Still not getting away from number crunching. Most of the trivial choices are such because the numerical ROI is consistently disparate in favor of one or a few options over alternatives.
You number crunch after the fact, and try to cut down on the disparities. The point is always: Do not start with the number crunching.
Some people consider the small efficiencies interesting too. They smash deity dozens of turns earlier than typical players believe possible.
And? You just seem to be implying that these are somehow the authoritative Civ players.
If you crunch numbers poorly, you do poorly. The decision of whether to use UU or not under optimal play is determined by whether it confers more benefit than alternative investments. Bad upgrade paths can make the cost prohibitive or limit the return, but if this is the sole basis for the decision you can miss a window of strong usage.

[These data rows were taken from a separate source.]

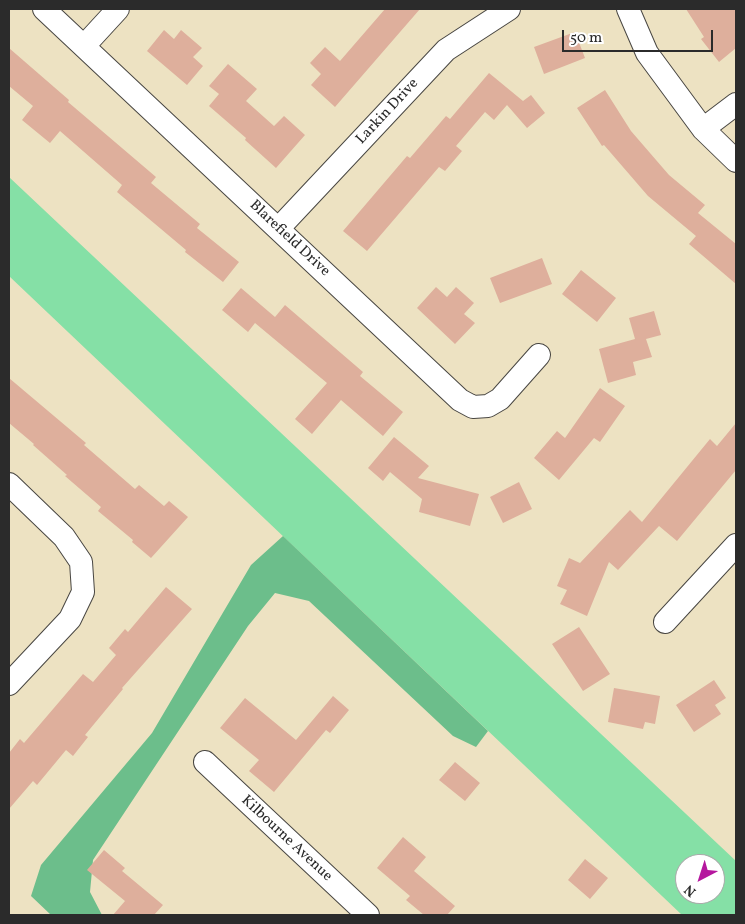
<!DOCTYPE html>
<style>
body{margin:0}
#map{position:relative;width:745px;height:924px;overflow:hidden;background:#ede2c2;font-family:Vollkorn,serif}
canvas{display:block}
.frame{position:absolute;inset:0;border:10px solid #2b2b2b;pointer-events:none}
.north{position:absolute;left:675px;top:854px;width:50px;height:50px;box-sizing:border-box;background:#fff;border:1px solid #aaa;border-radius:50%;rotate:220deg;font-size:14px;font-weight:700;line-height:20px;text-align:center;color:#2b2b2b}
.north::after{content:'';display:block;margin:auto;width:18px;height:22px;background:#b5179e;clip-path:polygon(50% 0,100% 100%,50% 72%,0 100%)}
.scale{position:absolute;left:562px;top:30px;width:151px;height:22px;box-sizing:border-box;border:2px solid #2b2b2b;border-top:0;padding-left:6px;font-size:15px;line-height:18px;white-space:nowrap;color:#2b2b2b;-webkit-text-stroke:4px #fff;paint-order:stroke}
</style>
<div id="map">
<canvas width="745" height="924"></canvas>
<div class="frame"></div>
<div class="north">N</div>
<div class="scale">50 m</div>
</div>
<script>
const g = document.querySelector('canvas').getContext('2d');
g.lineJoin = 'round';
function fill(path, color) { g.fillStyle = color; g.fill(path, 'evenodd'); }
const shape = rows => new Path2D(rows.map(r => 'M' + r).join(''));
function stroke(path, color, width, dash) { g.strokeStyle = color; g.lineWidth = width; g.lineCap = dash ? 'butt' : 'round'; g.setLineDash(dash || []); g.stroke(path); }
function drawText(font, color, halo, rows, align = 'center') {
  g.font = font + ' Vollkorn,serif'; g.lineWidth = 4.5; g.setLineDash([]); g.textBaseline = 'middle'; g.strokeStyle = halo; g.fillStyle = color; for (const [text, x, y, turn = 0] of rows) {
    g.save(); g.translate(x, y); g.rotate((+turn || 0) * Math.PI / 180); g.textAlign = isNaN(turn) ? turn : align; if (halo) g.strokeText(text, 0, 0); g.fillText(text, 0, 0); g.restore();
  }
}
const green = shape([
 [9,177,736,861,736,915,682,915,9,276],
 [685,864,715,864,715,894,685,894]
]);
const forest = shape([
 [283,536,488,731,476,747,453,736,309,601,275,593,248,626,93,860,90,892,102,915,51,915,31,896,41,865,152,733,251,565]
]);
const building = shape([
 [385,9,420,9,335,107,311,85,321,74,310,63,325,47,340,61],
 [686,9,736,9,736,48,719,62,701,39,704,37],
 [164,30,174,39,181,30,202,48,193,57,203,66,187,85,147,51],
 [575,32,585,58,544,74,534,47],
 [9,48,69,100,68,102,156,177,151,183,200,224,197,228,239,262,223,282,185,252,186,250,117,192,122,185,60,131,50,143,22,120,33,106,9,86],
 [228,64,257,89,246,101,274,126,284,116,305,135,276,168,245,140,246,138,209,106,219,94,209,86],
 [489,73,523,101,531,95,545,113,527,128,507,105,494,120,485,112,456,146,462,151,445,171,439,167,367,251,343,231,407,156,410,158,446,116,450,119],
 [605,90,631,131,669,175,705,205,698,213,736,244,736,284,689,244,696,236,648,196,604,145,602,146,577,108],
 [542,258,552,284,500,303,490,278],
 [581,270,616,298,597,322,562,294],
 [436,287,447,297,456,287,474,303,464,314,475,323,455,344,417,308],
 [241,288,275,317,285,305,363,372,360,376,403,412,383,436,341,400,312,434,295,419,327,383,255,323,248,332,222,310],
 [654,311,661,335,646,339,652,357,633,362,636,375,608,383,599,349,635,339,629,318],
 [9,378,86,443,84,445,135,489,139,485,164,506,169,501,188,517,151,558,132,542,133,540,98,511,101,507,65,476,67,475,33,445,34,444,9,423],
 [600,388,625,406,600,442,594,438,559,480,534,458,557,431,565,438],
 [736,423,736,470,677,541,659,526,618,570,609,562,587,616,560,604,567,590,557,586,569,558,580,563,630,510,642,522,710,439,717,446],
 [394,437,429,466,418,478,479,494,470,526,419,512,422,499,390,472,383,481,368,468],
 [519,482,532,509,503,523,490,497],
 [166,587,192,609,122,688,123,689,85,735,88,737,73,756,66,750,37,785,33,781,9,809,9,753,20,739,24,743,83,674,93,682,116,655,109,648,125,629,128,632],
 [579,627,610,674,583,691,552,644],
 [714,680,726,698,715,705,721,714,694,732,676,705],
 [614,688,660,696,655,724,645,722,643,729,608,722],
 [333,696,349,710,330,733,326,730,274,792,249,771,259,760,220,728,245,698,296,740],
 [455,762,480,783,465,801,439,780],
 [403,837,426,857,414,871,455,906,447,915,424,915,406,900,410,896,377,868],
 [104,850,125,868,122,871,163,905,154,915,113,915,125,901,87,870],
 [585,859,608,878,590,899,568,880]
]);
const minor = shape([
 [44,9,460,400,473,407,488,406,500,399,539,355],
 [628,9,647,53,703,129,736,161],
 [84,46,118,9],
 [703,129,736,104],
 [278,229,446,50,509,9],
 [9,484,64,537,81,562,83,592,70,619,9,684],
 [665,622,736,545],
 [205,762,368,915]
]);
const streetNames = [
 ["Larkin Drive",388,112,-47],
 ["Blarefield Drive",289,239,43],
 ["Kilbourne Avenue",286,839,43]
];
fill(green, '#85e0a6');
fill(forest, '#6cbe8b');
fill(building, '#deaf9c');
stroke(minor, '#484642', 24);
stroke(minor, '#fff', 22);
drawText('15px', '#2b2b2b', '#fff', streetNames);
</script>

The insults do you no favors. Again, you act as though this is the authoritative style, and there is only one logical choice, and the rest of us are stupid for not agreeing. It's that attitude that's so infuriating to folk like me and Marzen. It does sound as if you're handing off the game to a calculator and watching the result. Would the game not be richer if there was no true optimum?
What "makes the samurai interesting"? You can make something interesting, then balance it...assuming it matters enough to the person doing the work.
Their UU passive really doesn't. It was killer the entire Civ in 5, but barely a flash in the pan for one unit. They need something else. But we'll have to think of it before there are numbers to crunch.
People make that complaint because they want something to be viable, but it isn't because of where it's placed. As such pursuing it can harm their position...why make a known poor choice on purpose? Variant play and not much else.
Nah, see here, you're trying to have your cake and eat it, too. The so-called casuals want that stuff to be viable as well, but get looked down upon for doing it anyway. The optimizers want the game changed to fit their playstyle, but this is apparently fine, and completely different from what the filthy casuals want.
Variant play. You make it sound like such a bad word. We should be encouraging it, to make as many variants as viable as possible.
Players do often say something "feels like cheating". This is not the mark of a casual player. It's mark of an irrational/incoherent player, as they virtually never understand even their own framework for what is cheating, or even what feels like it. I've even seen such players claim some things "feel like cheating" while other things that confer a significantly greater benefit are fine in their book. It's a necessarily incoherent position.
Nah, again. People have opinions, and they're not irrational just because you don't agree with them. But I guess I really should expect this from a guy called "TheMeinTeam".